In the popular imagination, emerging markets are seen as economic engines of sky-high growth, pumping out cheap products and earning investors unbelievably high returns on their interest.

But believe it or not, emerging markets also have another, more obscure strength: they are a hotbed of tech innovation, and in fact, have become fantastic bases for entrepreneurs and their fledgling, scrappy startups. After all, thanks to the internet, tech workers are location independent: they can work anywhere in the world, and are no longer bound by the harsh realities of time and distance.

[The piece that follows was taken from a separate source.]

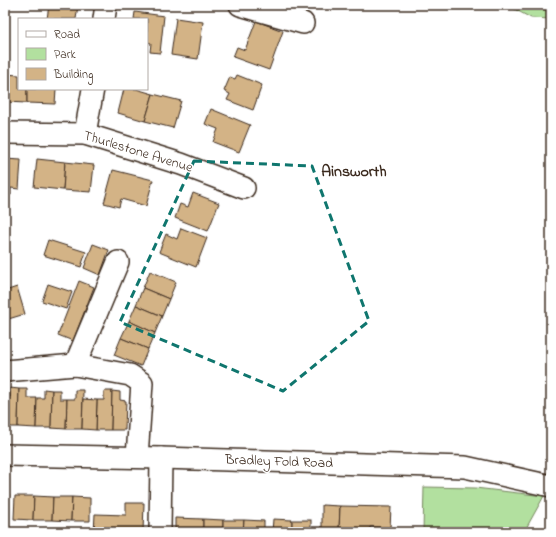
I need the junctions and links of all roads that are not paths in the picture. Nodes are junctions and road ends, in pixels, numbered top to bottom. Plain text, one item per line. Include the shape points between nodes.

While much of this is due to government incentives like ambitious infrastructure projects, there’s plenty of individual initiative at play, particularly where it concerns resources like intellectual capital. Let’s take a look at why entrepreneurs should look outside the US, as well as three tech hotspots in emerging markets.

Why look outside the US?

By now, it’s clear that Silicon Valley specifically (and for that matter, America more generally) can be challenging places to live and work, particularly for tech entrepreneurs. Though the root causes are very complex, the problems remain the same: an astronomical cost of living and shoddy infrastructure.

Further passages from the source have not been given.